O ciclo "A Virada Ontológica na Antropologia: Diálogos Possíveis entre a Antropologia" e a Biologia, que se inicia no dia 26 de fevereiro de 2019 no IEA, terá uma atividade a cada duas semanas, sempre às terças-feiras

Evolução humanaAs tendências do movimento conhecido como “giro” ou “virada” da Antropologia serão o tema de uma série de oito encontros com coordenação e exposição do biólogo Walter Neves, professor sênior do IEA, e da cientista social Eliane Sebeika Rapchan, pesquisadora do Laboratório de Arqueologia, Antropologia Ambiental e Evolutiva (LAAAE) do IB-USP.

O ciclo A Virada Ontológica na Antropologia: Diálogos Possíveis entre a Antropologia e a Biologia, que se inicia no dia 26 de fevereiro de 2019 no IEA, terá uma atividade de duas horas a cada duas semanas, sempre às terças-feiras, das 14h às 16h (veja cronograma e detalhes abaixo). O ciclo destina-se a público acadêmico interessado no assunto, em particular, alunos de graduação, de pós-graduação, pesquisadores e profissionais de todas as áreas de conhecimento. Para participar é preciso realizar inscrição prévia para todo o ciclo (limitado a 70 vagas). Quem comparecer a, no mínimo, seis encontros, receberá certificado. Não haverá transmissão pela web.

De acordo com os coordenadores, apesar do tema do ciclo ter começado a ganhar consistência a partir de 1970, com o francês Bruno Latour, somente ao final do século 20 o movimento em questão tornou-se uma proposição de pesquisa antropológica que conseguiu impor-se às correntes pós-modernas.

Cada encontro terá um tema distinto, subsidiado por uma seleção de textos previamente propostos. O objetivo é contemplar diversas facetas e críticos da temática, a fim de explorar o potencial de diálogo entre essas proposições e as abordagens das biociências. Serão abordados, dentre outras, a Antropologia Política, o Perspectivismo, a Teoria Ator-Rede, as Novas Ontologias e a Ontogenia.

Sobre os coordenadores

Recentemente aposentado do Departamento de Genética e Biologia Evolutiva do Instituto de Biociências (IB) da USP, Neves foi o responsável pelos estudos de "Luzia", o esqueleto humano mais antigo já encontrado nas Américas. No IB, fundou e coordenou o Laboratório de Estudos Evolutivos Humanos (LEEH-IB-USP), único do gênero da América Latina.

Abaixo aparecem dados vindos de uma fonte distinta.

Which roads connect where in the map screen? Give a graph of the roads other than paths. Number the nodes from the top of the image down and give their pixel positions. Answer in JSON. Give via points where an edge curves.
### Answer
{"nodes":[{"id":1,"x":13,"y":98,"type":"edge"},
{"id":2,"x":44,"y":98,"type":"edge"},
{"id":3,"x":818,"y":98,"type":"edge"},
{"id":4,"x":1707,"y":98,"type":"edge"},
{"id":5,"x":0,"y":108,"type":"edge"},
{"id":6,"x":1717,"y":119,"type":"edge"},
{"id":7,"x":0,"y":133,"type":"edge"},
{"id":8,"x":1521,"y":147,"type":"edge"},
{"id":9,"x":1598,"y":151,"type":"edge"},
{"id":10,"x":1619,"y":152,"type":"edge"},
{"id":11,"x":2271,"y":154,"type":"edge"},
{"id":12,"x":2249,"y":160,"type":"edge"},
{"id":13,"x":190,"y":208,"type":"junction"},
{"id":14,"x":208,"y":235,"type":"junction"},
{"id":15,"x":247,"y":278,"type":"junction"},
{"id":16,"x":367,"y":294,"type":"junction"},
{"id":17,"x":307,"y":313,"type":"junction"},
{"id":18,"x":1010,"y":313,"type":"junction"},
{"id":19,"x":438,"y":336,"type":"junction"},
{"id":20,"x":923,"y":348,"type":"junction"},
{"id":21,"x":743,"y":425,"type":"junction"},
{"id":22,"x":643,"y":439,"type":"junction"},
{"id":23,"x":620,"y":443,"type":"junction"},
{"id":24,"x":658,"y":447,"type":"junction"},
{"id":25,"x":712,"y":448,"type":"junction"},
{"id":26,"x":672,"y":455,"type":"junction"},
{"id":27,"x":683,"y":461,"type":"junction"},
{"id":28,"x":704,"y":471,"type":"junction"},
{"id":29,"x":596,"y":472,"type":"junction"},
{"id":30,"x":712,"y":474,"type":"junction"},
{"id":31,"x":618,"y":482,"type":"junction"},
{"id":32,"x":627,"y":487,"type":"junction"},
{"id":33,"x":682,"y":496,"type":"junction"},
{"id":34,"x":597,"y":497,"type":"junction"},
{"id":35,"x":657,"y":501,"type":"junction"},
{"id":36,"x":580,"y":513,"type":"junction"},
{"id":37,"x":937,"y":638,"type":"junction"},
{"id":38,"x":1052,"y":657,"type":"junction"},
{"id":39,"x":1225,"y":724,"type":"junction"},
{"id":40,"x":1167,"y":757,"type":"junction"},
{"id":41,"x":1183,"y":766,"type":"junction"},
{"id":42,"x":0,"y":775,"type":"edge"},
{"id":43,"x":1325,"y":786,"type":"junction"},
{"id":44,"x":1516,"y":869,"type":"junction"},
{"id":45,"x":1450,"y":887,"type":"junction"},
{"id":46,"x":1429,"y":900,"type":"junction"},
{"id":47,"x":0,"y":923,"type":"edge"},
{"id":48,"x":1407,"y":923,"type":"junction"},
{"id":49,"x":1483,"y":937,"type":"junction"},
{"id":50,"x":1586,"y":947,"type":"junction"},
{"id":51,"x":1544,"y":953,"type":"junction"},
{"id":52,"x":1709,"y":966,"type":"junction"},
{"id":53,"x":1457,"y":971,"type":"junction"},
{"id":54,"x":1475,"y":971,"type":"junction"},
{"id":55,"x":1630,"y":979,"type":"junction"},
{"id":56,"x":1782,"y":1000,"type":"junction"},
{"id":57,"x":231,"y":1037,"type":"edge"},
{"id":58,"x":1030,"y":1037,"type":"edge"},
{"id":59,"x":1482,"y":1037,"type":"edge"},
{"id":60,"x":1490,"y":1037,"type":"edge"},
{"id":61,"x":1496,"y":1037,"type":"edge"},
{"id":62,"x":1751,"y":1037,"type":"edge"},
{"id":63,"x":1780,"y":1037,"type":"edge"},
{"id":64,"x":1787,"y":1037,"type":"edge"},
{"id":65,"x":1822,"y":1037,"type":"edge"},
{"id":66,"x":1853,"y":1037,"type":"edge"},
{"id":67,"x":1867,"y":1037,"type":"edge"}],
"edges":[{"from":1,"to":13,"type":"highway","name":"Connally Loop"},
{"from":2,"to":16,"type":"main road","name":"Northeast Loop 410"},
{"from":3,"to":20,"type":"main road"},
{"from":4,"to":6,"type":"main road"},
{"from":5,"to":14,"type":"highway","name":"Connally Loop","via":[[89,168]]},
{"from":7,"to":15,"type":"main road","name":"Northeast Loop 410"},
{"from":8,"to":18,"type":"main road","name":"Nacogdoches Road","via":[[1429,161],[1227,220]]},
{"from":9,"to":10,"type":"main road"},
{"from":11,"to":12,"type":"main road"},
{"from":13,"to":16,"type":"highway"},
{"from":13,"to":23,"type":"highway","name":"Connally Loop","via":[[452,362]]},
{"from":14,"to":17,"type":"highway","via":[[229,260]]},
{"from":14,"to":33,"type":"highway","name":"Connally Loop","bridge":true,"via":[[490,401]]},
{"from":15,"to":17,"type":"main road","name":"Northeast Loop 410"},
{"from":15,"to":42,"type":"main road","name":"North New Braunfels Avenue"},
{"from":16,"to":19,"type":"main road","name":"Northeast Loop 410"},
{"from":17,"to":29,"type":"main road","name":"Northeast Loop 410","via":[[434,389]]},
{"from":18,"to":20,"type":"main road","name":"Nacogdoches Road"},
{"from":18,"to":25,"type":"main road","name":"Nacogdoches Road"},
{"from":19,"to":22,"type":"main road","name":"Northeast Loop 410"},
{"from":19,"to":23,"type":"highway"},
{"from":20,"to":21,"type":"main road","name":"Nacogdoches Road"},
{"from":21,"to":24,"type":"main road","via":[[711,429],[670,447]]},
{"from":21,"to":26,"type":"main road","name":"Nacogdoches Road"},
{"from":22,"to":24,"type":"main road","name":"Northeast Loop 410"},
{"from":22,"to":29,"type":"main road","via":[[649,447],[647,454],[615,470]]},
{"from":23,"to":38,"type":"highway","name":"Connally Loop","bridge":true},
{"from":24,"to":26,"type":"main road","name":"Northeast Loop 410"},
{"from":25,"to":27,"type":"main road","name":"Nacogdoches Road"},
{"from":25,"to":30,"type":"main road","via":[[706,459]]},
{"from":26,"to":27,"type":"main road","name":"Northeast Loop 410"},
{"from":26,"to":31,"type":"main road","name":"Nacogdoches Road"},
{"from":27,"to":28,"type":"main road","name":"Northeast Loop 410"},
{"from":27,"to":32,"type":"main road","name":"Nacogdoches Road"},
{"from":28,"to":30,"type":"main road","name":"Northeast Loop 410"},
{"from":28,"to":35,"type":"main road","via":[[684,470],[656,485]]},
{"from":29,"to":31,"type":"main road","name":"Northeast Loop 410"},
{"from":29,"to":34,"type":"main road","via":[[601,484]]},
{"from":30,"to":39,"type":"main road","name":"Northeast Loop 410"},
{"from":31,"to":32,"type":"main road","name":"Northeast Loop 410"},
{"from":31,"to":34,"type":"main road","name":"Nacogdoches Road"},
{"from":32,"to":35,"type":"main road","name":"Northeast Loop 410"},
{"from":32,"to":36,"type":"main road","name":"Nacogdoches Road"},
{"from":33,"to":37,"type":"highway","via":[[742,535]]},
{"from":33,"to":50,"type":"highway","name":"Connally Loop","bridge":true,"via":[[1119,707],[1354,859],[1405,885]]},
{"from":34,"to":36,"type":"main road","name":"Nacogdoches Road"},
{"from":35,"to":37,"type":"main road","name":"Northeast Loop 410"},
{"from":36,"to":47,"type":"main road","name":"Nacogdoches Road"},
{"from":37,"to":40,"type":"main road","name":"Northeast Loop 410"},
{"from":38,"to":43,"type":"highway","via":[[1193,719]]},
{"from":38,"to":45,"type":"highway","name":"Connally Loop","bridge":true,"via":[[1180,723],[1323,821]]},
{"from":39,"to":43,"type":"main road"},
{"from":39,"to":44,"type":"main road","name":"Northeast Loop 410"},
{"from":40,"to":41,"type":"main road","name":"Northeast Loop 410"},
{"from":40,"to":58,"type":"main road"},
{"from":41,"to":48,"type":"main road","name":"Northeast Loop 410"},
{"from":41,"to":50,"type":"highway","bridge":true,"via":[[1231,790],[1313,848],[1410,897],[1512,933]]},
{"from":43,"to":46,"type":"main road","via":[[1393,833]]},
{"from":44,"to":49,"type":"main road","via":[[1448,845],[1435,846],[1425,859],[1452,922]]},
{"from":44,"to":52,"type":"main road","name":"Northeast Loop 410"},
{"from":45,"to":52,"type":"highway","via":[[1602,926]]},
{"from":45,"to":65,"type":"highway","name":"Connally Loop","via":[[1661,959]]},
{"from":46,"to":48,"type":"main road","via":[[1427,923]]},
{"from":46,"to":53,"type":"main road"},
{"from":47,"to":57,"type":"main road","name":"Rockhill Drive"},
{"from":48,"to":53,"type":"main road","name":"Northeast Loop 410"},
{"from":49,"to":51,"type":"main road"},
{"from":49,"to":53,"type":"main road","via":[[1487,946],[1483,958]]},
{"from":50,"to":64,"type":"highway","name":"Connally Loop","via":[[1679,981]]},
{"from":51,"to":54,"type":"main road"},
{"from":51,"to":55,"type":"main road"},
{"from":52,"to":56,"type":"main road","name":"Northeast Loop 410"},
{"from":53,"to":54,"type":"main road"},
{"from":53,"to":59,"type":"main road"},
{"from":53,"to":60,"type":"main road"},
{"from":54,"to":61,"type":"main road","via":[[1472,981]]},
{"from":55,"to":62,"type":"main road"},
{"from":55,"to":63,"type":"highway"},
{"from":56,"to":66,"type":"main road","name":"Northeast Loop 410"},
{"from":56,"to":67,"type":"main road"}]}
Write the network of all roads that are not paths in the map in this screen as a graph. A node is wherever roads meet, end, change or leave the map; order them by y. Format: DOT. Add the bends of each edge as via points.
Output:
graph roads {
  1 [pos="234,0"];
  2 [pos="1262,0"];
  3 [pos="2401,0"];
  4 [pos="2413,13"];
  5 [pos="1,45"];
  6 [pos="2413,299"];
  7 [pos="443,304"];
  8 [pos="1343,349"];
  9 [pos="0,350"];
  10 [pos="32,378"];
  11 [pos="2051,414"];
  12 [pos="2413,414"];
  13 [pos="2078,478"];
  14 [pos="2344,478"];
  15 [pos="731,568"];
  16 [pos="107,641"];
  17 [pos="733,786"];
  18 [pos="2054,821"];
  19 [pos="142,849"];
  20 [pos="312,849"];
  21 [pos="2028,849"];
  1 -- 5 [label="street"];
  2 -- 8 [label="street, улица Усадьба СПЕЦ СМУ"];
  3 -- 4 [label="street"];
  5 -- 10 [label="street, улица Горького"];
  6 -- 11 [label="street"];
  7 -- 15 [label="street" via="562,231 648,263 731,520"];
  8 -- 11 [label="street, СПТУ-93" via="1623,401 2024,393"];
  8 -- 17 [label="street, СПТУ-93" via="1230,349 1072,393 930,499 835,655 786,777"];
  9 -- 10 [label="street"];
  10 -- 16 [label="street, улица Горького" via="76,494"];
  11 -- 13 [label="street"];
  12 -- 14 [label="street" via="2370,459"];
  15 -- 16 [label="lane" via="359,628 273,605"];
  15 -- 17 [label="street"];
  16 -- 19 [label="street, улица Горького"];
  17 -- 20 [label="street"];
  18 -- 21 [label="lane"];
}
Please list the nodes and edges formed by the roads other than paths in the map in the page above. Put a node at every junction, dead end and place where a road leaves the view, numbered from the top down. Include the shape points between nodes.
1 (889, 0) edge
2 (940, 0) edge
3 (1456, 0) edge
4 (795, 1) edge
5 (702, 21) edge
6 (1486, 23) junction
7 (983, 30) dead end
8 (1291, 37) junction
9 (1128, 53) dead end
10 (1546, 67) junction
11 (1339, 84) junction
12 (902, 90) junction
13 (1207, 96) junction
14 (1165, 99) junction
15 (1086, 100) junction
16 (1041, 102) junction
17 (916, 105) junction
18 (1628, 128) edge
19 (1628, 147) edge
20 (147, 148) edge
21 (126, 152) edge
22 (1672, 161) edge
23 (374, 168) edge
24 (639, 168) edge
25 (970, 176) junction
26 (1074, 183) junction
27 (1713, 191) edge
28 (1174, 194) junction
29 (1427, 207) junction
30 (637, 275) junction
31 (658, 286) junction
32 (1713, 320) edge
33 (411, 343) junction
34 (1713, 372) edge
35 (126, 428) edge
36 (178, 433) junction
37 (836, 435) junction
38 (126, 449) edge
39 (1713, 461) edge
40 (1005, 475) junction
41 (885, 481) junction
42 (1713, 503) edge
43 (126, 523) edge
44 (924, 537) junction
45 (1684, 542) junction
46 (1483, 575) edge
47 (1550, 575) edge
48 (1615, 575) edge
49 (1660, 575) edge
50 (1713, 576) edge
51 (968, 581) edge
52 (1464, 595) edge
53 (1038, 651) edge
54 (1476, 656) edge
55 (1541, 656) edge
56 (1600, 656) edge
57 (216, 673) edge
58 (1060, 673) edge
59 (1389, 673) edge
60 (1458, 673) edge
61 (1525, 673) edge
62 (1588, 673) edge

Além de atuar como pesquisadora no IB, Eliane Sebeika Rapchan é professora do Departamento de Ciências Sociais da Universidade Estadual de Maringá (UEM). Fez pós-doutorado no LEEH-IB-USP sob supervisão de Neves (2010-12) e no Instituto de Psicologia (IP) da USP, supervisionada por César Ades. Esses projetos abordaram os debates acerca das definições de humanidade e animalidade. É membro da Associação Brasileira de Antropologia (ABA) e do Grupo de Estudos de Antropologia da Ciência e da Tecnologia (GEACT).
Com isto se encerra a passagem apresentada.